Top of DATA TO USE

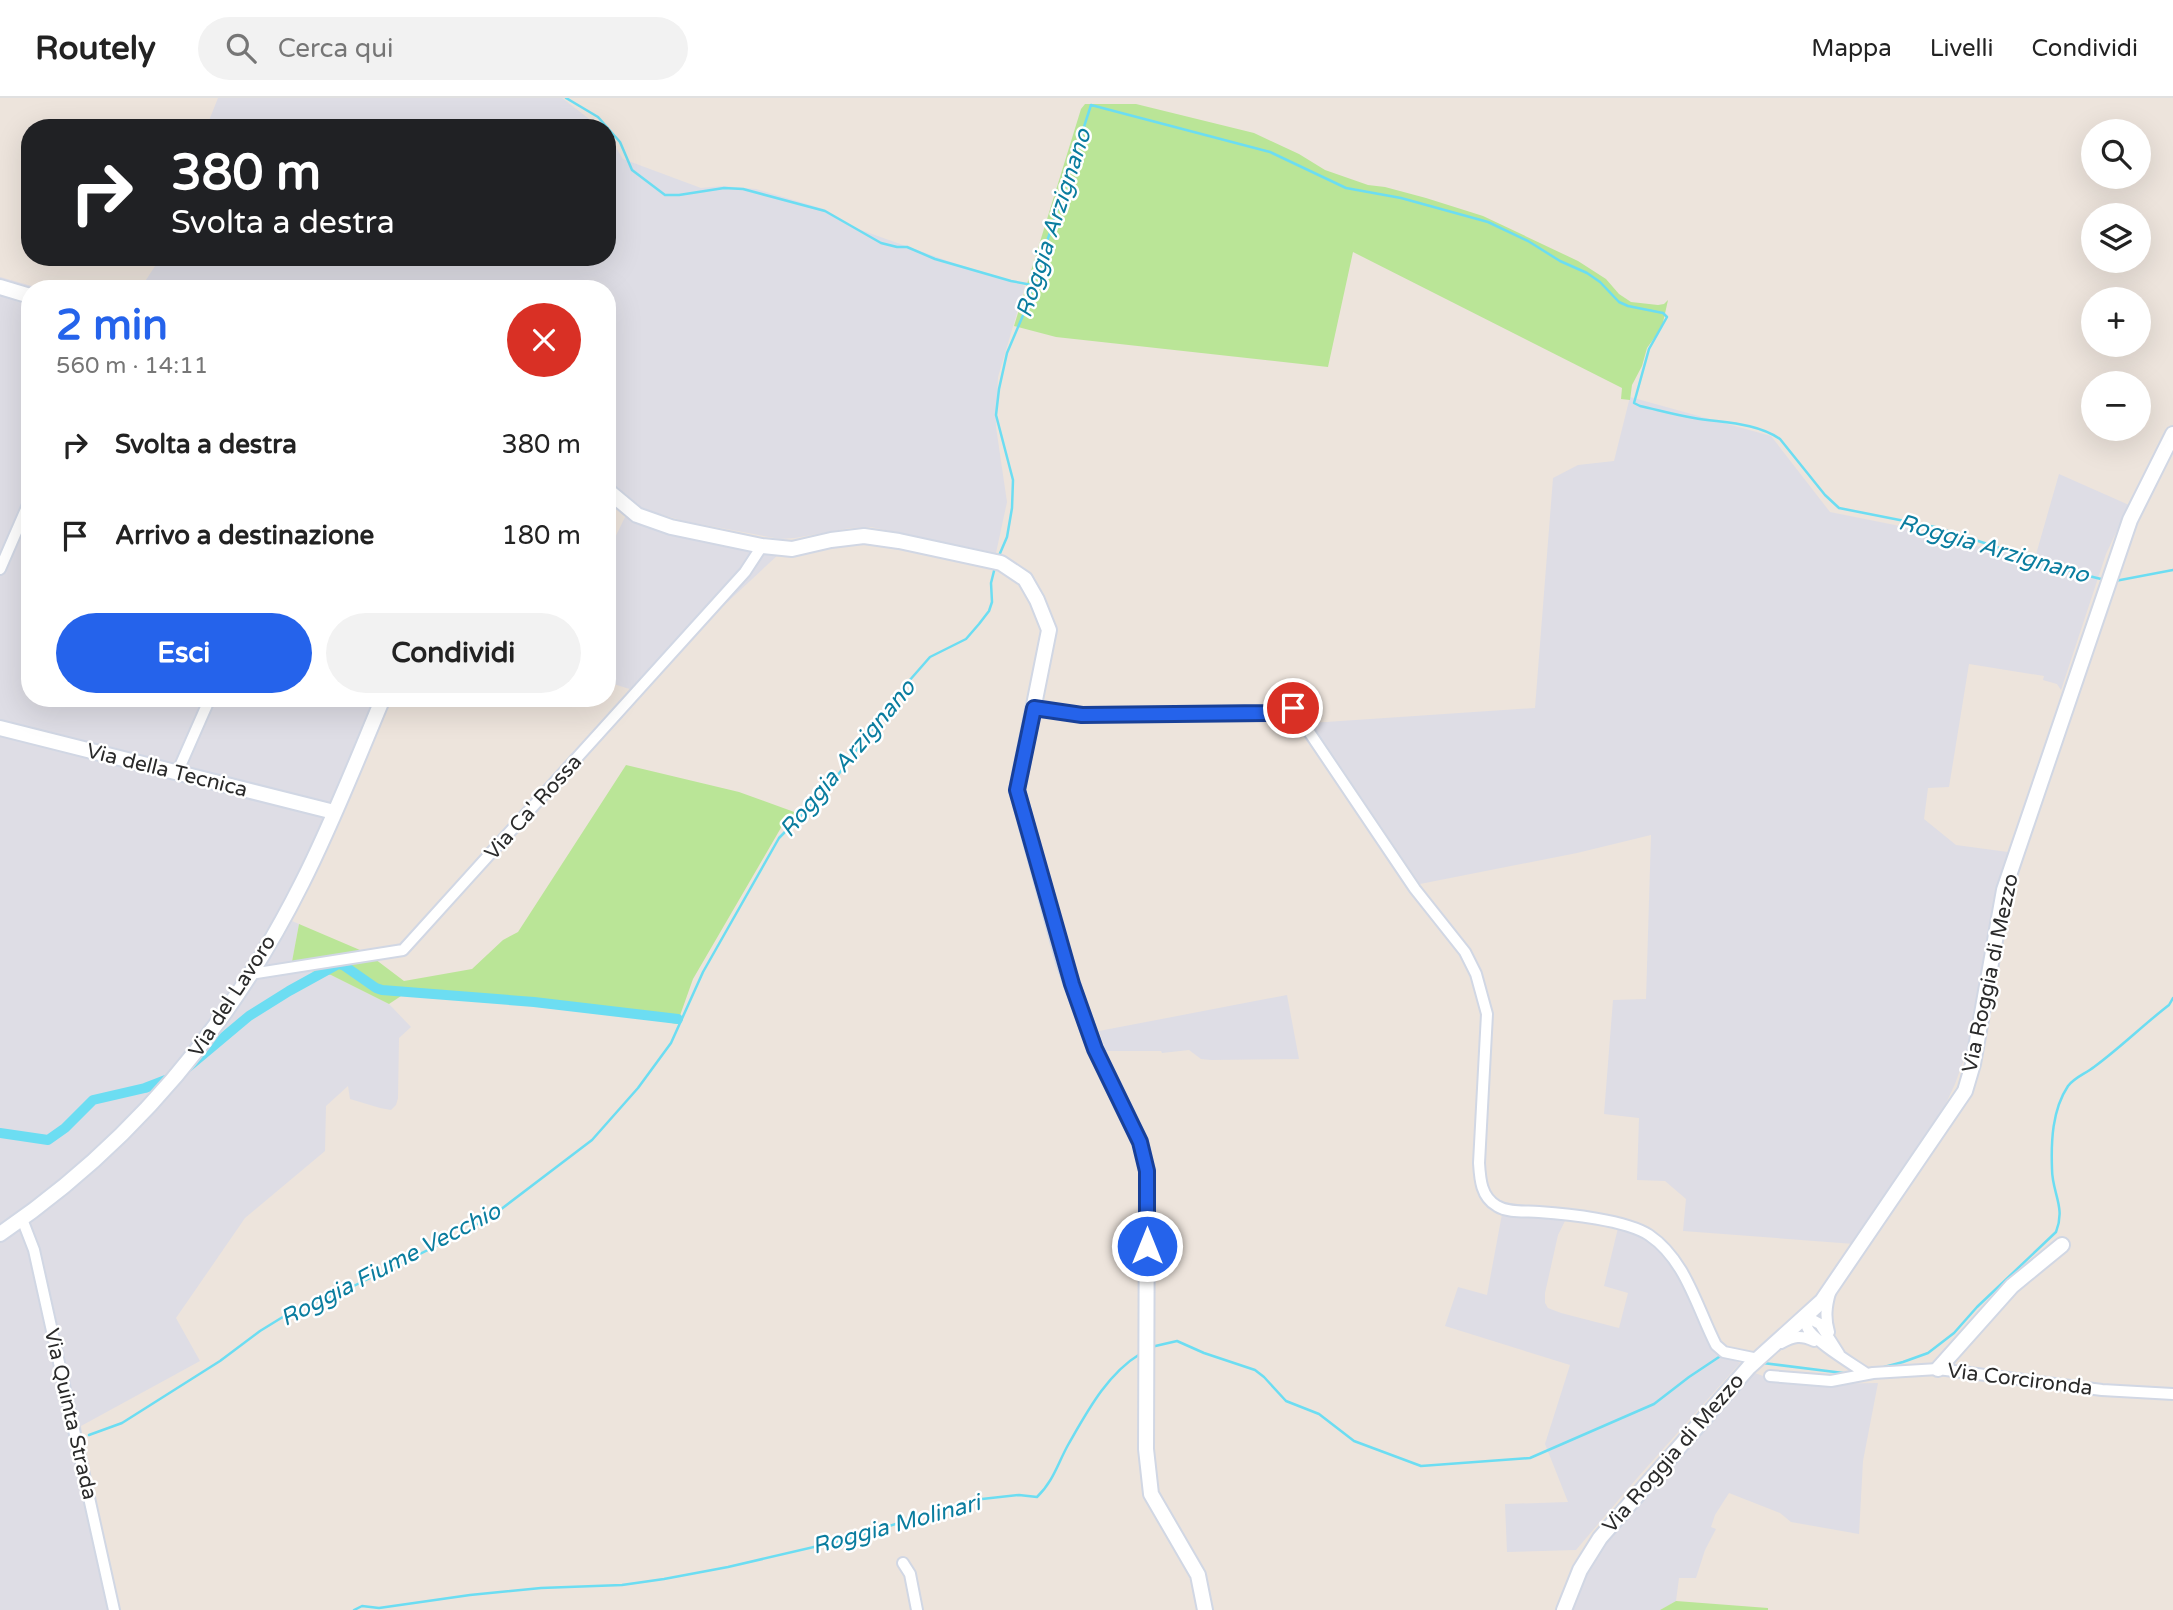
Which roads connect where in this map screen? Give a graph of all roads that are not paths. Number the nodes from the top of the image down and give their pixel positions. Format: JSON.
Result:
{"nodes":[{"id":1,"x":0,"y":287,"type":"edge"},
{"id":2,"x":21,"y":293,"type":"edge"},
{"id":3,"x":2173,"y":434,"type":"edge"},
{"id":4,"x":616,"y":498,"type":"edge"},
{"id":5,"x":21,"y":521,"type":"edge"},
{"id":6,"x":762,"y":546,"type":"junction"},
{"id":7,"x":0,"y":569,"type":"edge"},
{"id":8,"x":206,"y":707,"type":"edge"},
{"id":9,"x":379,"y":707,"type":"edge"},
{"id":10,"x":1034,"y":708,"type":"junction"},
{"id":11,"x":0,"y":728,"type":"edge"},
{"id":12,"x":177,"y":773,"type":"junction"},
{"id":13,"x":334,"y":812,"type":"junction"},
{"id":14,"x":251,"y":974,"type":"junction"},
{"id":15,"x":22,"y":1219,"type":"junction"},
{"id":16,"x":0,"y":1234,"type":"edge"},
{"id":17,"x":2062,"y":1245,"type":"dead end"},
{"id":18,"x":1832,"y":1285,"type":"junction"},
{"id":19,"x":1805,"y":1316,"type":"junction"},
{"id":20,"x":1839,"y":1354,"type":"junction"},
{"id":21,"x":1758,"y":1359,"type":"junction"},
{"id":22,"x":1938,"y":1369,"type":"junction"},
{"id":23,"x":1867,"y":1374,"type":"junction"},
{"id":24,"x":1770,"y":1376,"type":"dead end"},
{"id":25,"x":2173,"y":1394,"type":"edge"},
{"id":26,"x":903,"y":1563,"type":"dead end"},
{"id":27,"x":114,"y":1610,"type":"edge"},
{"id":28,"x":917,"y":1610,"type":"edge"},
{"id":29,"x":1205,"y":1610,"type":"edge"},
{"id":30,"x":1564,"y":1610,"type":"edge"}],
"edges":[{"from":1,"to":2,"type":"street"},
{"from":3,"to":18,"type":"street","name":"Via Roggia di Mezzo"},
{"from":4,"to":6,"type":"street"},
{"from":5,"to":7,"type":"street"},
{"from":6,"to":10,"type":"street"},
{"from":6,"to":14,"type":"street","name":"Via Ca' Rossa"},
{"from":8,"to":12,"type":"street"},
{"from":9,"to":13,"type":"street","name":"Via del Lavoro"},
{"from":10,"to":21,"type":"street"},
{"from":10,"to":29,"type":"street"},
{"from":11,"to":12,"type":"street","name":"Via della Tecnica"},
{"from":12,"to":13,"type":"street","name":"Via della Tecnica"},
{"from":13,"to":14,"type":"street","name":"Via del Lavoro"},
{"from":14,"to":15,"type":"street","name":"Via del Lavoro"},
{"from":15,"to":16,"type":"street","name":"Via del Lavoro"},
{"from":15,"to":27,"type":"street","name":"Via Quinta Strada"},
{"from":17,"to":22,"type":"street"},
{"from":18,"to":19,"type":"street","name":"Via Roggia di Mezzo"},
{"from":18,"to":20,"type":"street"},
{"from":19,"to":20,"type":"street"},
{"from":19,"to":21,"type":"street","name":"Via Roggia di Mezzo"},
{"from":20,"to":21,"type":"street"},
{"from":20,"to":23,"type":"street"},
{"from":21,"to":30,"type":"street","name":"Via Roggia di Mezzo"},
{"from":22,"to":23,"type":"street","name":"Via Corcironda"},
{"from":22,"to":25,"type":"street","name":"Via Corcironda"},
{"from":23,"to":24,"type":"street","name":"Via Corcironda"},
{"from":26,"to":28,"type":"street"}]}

Bottom of DATA TO USE

● TASK INSTRUCTIONS: With the pictures removed, print the entries above exactly.

● OUTPUT BELOW:
Which roads connect where in this map screen? Give a graph of all roads that are not paths. Number the nodes from the top of the image down and give their pixel positions. Format: JSON.
Result:
{"nodes":[{"id":1,"x":0,"y":287,"type":"edge"},
{"id":2,"x":21,"y":293,"type":"edge"},
{"id":3,"x":2173,"y":434,"type":"edge"},
{"id":4,"x":616,"y":498,"type":"edge"},
{"id":5,"x":21,"y":521,"type":"edge"},
{"id":6,"x":762,"y":546,"type":"junction"},
{"id":7,"x":0,"y":569,"type":"edge"},
{"id":8,"x":206,"y":707,"type":"edge"},
{"id":9,"x":379,"y":707,"type":"edge"},
{"id":10,"x":1034,"y":708,"type":"junction"},
{"id":11,"x":0,"y":728,"type":"edge"},
{"id":12,"x":177,"y":773,"type":"junction"},
{"id":13,"x":334,"y":812,"type":"junction"},
{"id":14,"x":251,"y":974,"type":"junction"},
{"id":15,"x":22,"y":1219,"type":"junction"},
{"id":16,"x":0,"y":1234,"type":"edge"},
{"id":17,"x":2062,"y":1245,"type":"dead end"},
{"id":18,"x":1832,"y":1285,"type":"junction"},
{"id":19,"x":1805,"y":1316,"type":"junction"},
{"id":20,"x":1839,"y":1354,"type":"junction"},
{"id":21,"x":1758,"y":1359,"type":"junction"},
{"id":22,"x":1938,"y":1369,"type":"junction"},
{"id":23,"x":1867,"y":1374,"type":"junction"},
{"id":24,"x":1770,"y":1376,"type":"dead end"},
{"id":25,"x":2173,"y":1394,"type":"edge"},
{"id":26,"x":903,"y":1563,"type":"dead end"},
{"id":27,"x":114,"y":1610,"type":"edge"},
{"id":28,"x":917,"y":1610,"type":"edge"},
{"id":29,"x":1205,"y":1610,"type":"edge"},
{"id":30,"x":1564,"y":1610,"type":"edge"}],
"edges":[{"from":1,"to":2,"type":"street"},
{"from":3,"to":18,"type":"street","name":"Via Roggia di Mezzo"},
{"from":4,"to":6,"type":"street"},
{"from":5,"to":7,"type":"street"},
{"from":6,"to":10,"type":"street"},
{"from":6,"to":14,"type":"street","name":"Via Ca' Rossa"},
{"from":8,"to":12,"type":"street"},
{"from":9,"to":13,"type":"street","name":"Via del Lavoro"},
{"from":10,"to":21,"type":"street"},
{"from":10,"to":29,"type":"street"},
{"from":11,"to":12,"type":"street","name":"Via della Tecnica"},
{"from":12,"to":13,"type":"street","name":"Via della Tecnica"},
{"from":13,"to":14,"type":"street","name":"Via del Lavoro"},
{"from":14,"to":15,"type":"street","name":"Via del Lavoro"},
{"from":15,"to":16,"type":"street","name":"Via del Lavoro"},
{"from":15,"to":27,"type":"street","name":"Via Quinta Strada"},
{"from":17,"to":22,"type":"street"},
{"from":18,"to":19,"type":"street","name":"Via Roggia di Mezzo"},
{"from":18,"to":20,"type":"street"},
{"from":19,"to":20,"type":"street"},
{"from":19,"to":21,"type":"street","name":"Via Roggia di Mezzo"},
{"from":20,"to":21,"type":"street"},
{"from":20,"to":23,"type":"street"},
{"from":21,"to":30,"type":"street","name":"Via Roggia di Mezzo"},
{"from":22,"to":23,"type":"street","name":"Via Corcironda"},
{"from":22,"to":25,"type":"street","name":"Via Corcironda"},
{"from":23,"to":24,"type":"street","name":"Via Corcironda"},
{"from":26,"to":28,"type":"street"}]}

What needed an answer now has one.